ACTION ITEM: Write the records out again without change. Leave the pictures behind.

(Collected data entries)
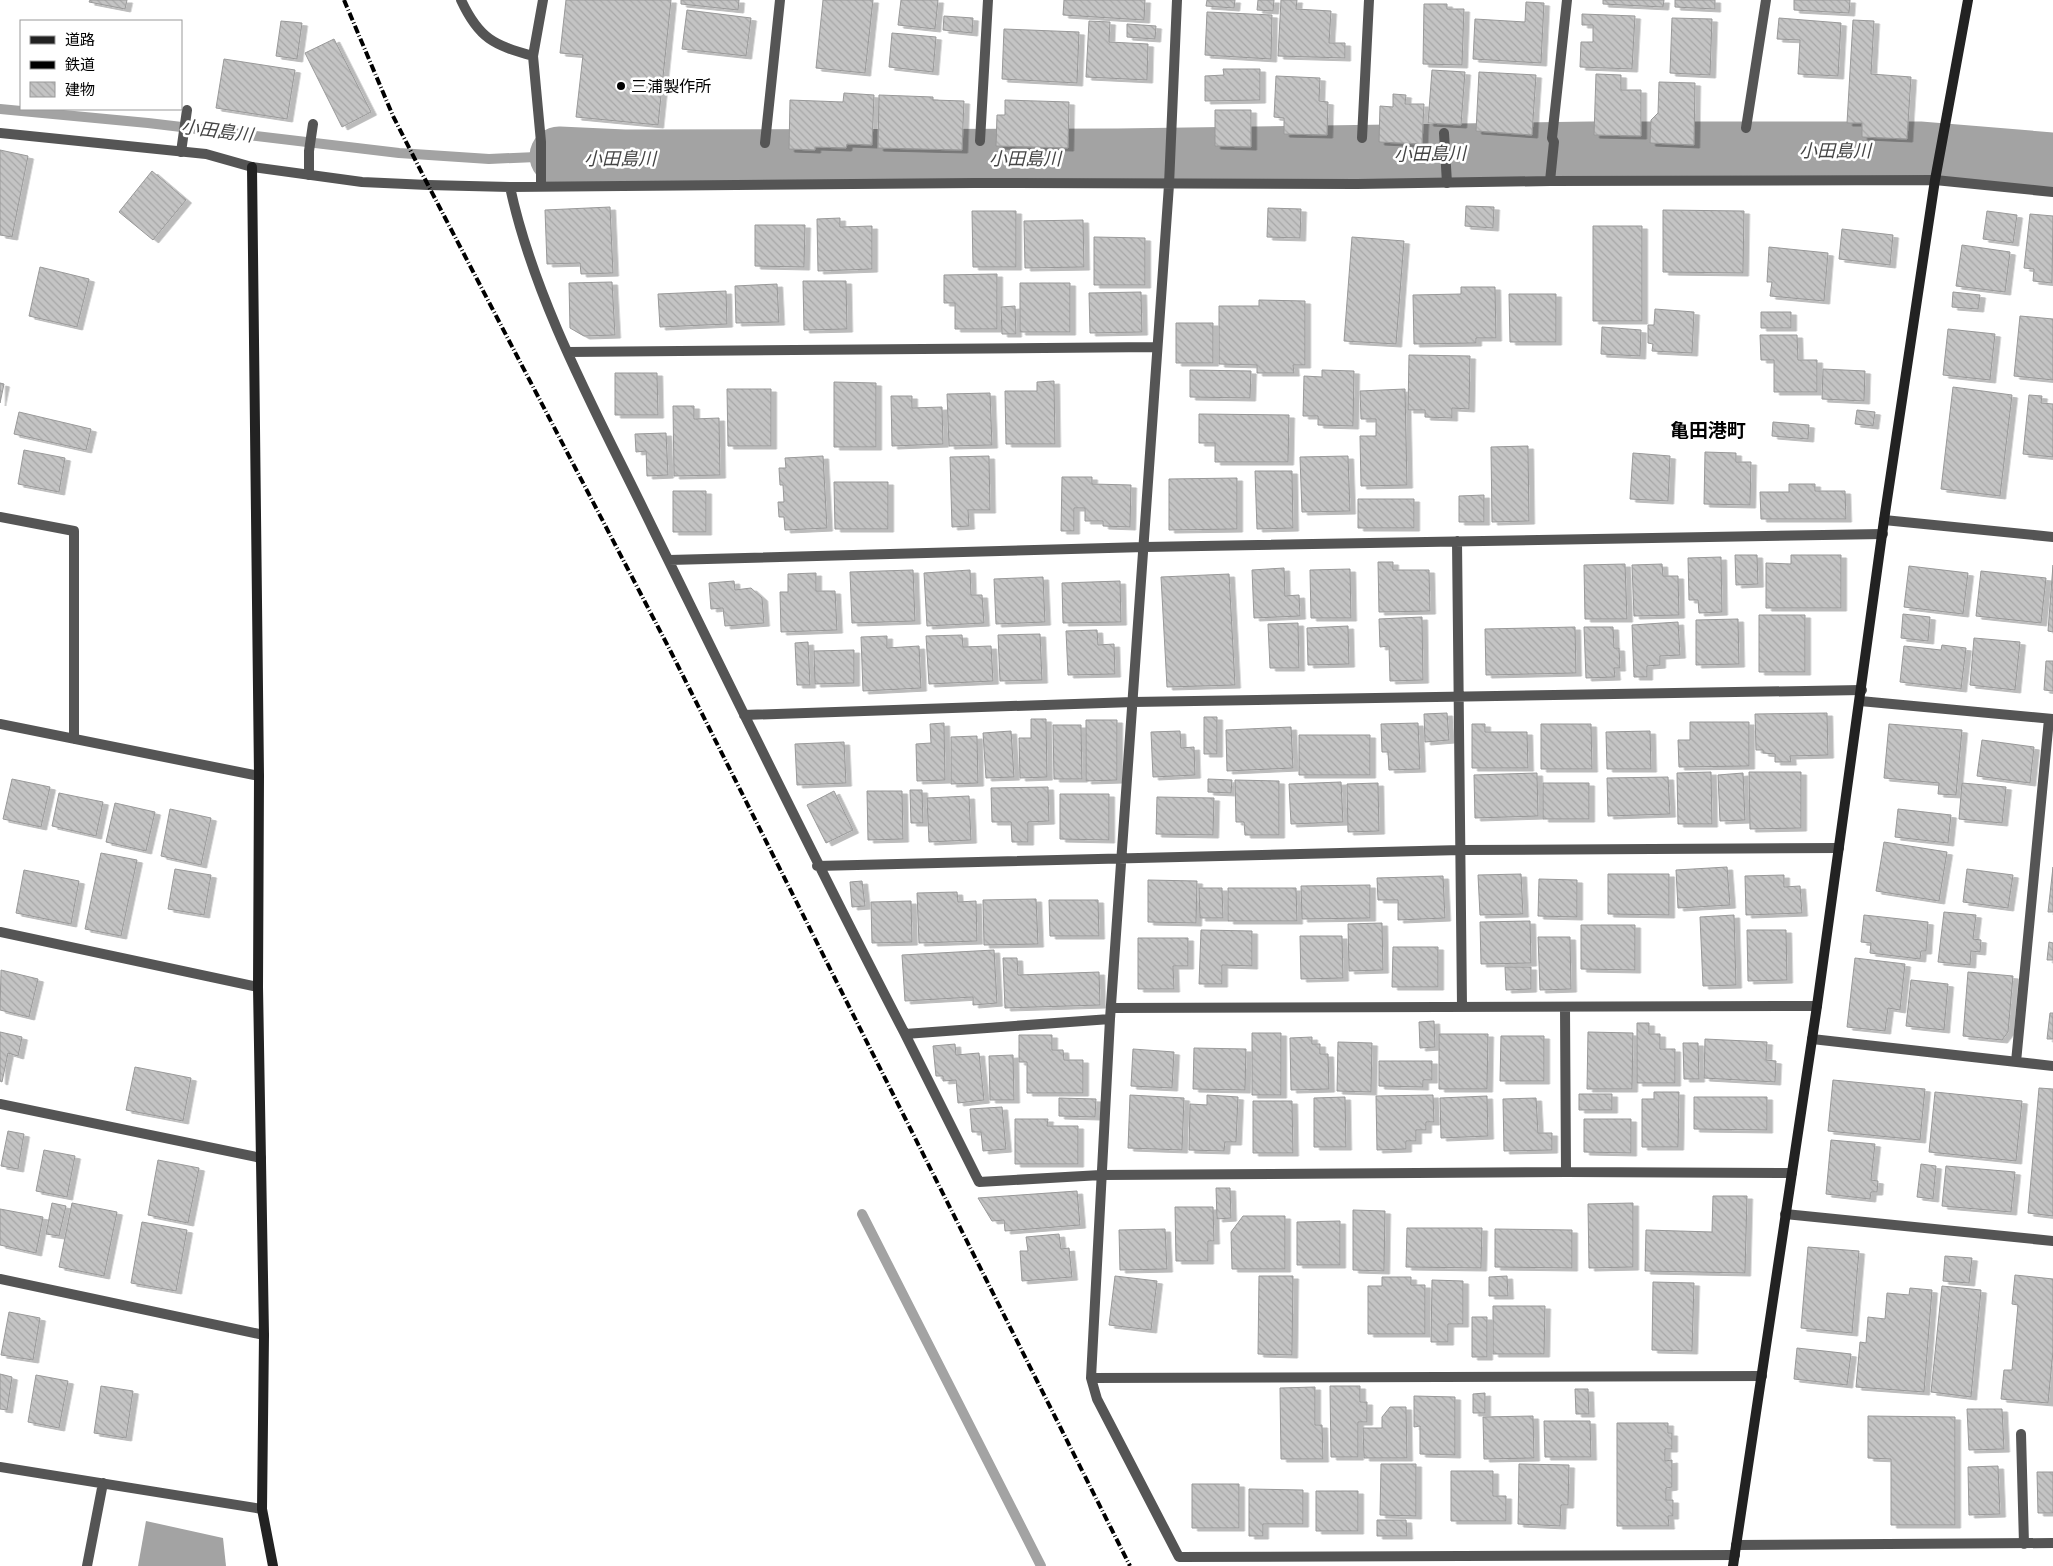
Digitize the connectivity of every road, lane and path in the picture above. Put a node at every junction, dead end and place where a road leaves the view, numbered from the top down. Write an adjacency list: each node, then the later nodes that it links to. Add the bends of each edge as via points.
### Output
1 (461, 0): 10 (street, via 477,27 490,41)
2 (543, 0): 10 (street)
3 (780, 0): 18 (street)
4 (988, 0): 17 (street)
5 (1177, 0): 25 (street)
6 (1369, 0): 16 (street)
7 (1567, 0): 23 (street)
8 (1766, 0): 13 (street)
9 (1968, 0): 22 (street)
10 (533, 56): 26 (street)
11 (187, 110): 19 (street)
12 (313, 124): 21 (street)
13 (1746, 128)
14 (0, 133): 19 (street)
15 (1444, 133): 24 (street)
16 (1362, 138)
17 (980, 141)
18 (765, 143)
19 (181, 152): 20 (street, via 206,154)
20 (252, 167): 21 (street); 45 (street)
21 (309, 174): 27 (street, via 362,182)
22 (1935, 180): 23 (street); 28 (street); 32 (street)
23 (1550, 181): 24 (street)
24 (1447, 183): 25 (street)
25 (1168, 185): 26 (street); 29 (street)
26 (541, 186): 27 (street)
27 (510, 187): 30 (street, via 519,226)
28 (2053, 192)
29 (1157, 347): 30 (street); 36 (street)
30 (568, 352): 37 (street)
31 (0, 518): 44 (street, via 74,531)
32 (1884, 520): 33 (street); 34 (street)
33 (1883, 534): 35 (street); 38 (street)
34 (2053, 537)
35 (1457, 540): 36 (street); 39 (street)
36 (1144, 547): 37 (street); 40 (street)
37 (669, 560): 41 (street)
38 (1861, 695): 39 (street); 42 (street); 46 (street)
39 (1459, 697): 40 (street); 47 (street)
40 (1133, 702): 41 (street); 48 (street)
41 (744, 715): 49 (street)
42 (2051, 719): 59 (street)
43 (0, 724): 44 (street)
44 (74, 739): 45 (street)
45 (259, 776): 51 (street)
46 (1839, 848): 47 (street); 53 (street)
47 (1461, 850): 48 (street); 52 (street)
48 (1122, 858): 49 (street); 55 (street)
49 (817, 866): 57 (street)
50 (0, 932): 51 (street)
51 (258, 987): 62 (street)
52 (1462, 1006): 54 (street); 55 (street)
53 (1817, 1006): 54 (street); 58 (street)
54 (1565, 1007): 63 (street)
55 (1112, 1008): 56 (street)
56 (1110, 1019): 57 (street); 65 (street)
57 (905, 1034): 65 (street, via 979,1182)
58 (1812, 1039): 59 (street); 64 (street)
59 (2016, 1062): 60 (street)
60 (2053, 1066)
61 (0, 1104): 62 (street)
62 (261, 1158): 69 (street)
63 (1566, 1172): 64 (street); 65 (street)
64 (1792, 1173): 66 (street)
65 (1101, 1175): 71 (street)
66 (1785, 1214): 67 (street); 70 (street)
67 (2053, 1241)
68 (0, 1279): 69 (street)
69 (264, 1335): 75 (street)
70 (1762, 1376): 71 (street); 78 (street)
71 (1091, 1378): 78 (street, via 1096,1399 1179,1557)
72 (2021, 1434): 77 (street)
73 (0, 1467): 74 (street)
74 (102, 1483): 75 (street); 79 (street)
75 (262, 1509): 80 (street)
76 (2053, 1543): 77 (street)
77 (2024, 1544): 78 (street)
78 (1736, 1550): 81 (street)
79 (87, 1566)
80 (274, 1566)
81 (1734, 1566)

WRITTEN RESPONSE:
Digitize the connectivity of every road, lane and path in the picture above. Put a node at every junction, dead end and place where a road leaves the view, numbered from the top down. Write an adjacency list: each node, then the later nodes that it links to. Add the bends of each edge as via points.
### Output
1 (461, 0): 10 (street, via 477,27 490,41)
2 (543, 0): 10 (street)
3 (780, 0): 18 (street)
4 (988, 0): 17 (street)
5 (1177, 0): 25 (street)
6 (1369, 0): 16 (street)
7 (1567, 0): 23 (street)
8 (1766, 0): 13 (street)
9 (1968, 0): 22 (street)
10 (533, 56): 26 (street)
11 (187, 110): 19 (street)
12 (313, 124): 21 (street)
13 (1746, 128)
14 (0, 133): 19 (street)
15 (1444, 133): 24 (street)
16 (1362, 138)
17 (980, 141)
18 (765, 143)
19 (181, 152): 20 (street, via 206,154)
20 (252, 167): 21 (street); 45 (street)
21 (309, 174): 27 (street, via 362,182)
22 (1935, 180): 23 (street); 28 (street); 32 (street)
23 (1550, 181): 24 (street)
24 (1447, 183): 25 (street)
25 (1168, 185): 26 (street); 29 (street)
26 (541, 186): 27 (street)
27 (510, 187): 30 (street, via 519,226)
28 (2053, 192)
29 (1157, 347): 30 (street); 36 (street)
30 (568, 352): 37 (street)
31 (0, 518): 44 (street, via 74,531)
32 (1884, 520): 33 (street); 34 (street)
33 (1883, 534): 35 (street); 38 (street)
34 (2053, 537)
35 (1457, 540): 36 (street); 39 (street)
36 (1144, 547): 37 (street); 40 (street)
37 (669, 560): 41 (street)
38 (1861, 695): 39 (street); 42 (street); 46 (street)
39 (1459, 697): 40 (street); 47 (street)
40 (1133, 702): 41 (street); 48 (street)
41 (744, 715): 49 (street)
42 (2051, 719): 59 (street)
43 (0, 724): 44 (street)
44 (74, 739): 45 (street)
45 (259, 776): 51 (street)
46 (1839, 848): 47 (street); 53 (street)
47 (1461, 850): 48 (street); 52 (street)
48 (1122, 858): 49 (street); 55 (street)
49 (817, 866): 57 (street)
50 (0, 932): 51 (street)
51 (258, 987): 62 (street)
52 (1462, 1006): 54 (street); 55 (street)
53 (1817, 1006): 54 (street); 58 (street)
54 (1565, 1007): 63 (street)
55 (1112, 1008): 56 (street)
56 (1110, 1019): 57 (street); 65 (street)
57 (905, 1034): 65 (street, via 979,1182)
58 (1812, 1039): 59 (street); 64 (street)
59 (2016, 1062): 60 (street)
60 (2053, 1066)
61 (0, 1104): 62 (street)
62 (261, 1158): 69 (street)
63 (1566, 1172): 64 (street); 65 (street)
64 (1792, 1173): 66 (street)
65 (1101, 1175): 71 (street)
66 (1785, 1214): 67 (street); 70 (street)
67 (2053, 1241)
68 (0, 1279): 69 (street)
69 (264, 1335): 75 (street)
70 (1762, 1376): 71 (street); 78 (street)
71 (1091, 1378): 78 (street, via 1096,1399 1179,1557)
72 (2021, 1434): 77 (street)
73 (0, 1467): 74 (street)
74 (102, 1483): 75 (street); 79 (street)
75 (262, 1509): 80 (street)
76 (2053, 1543): 77 (street)
77 (2024, 1544): 78 (street)
78 (1736, 1550): 81 (street)
79 (87, 1566)
80 (274, 1566)
81 (1734, 1566)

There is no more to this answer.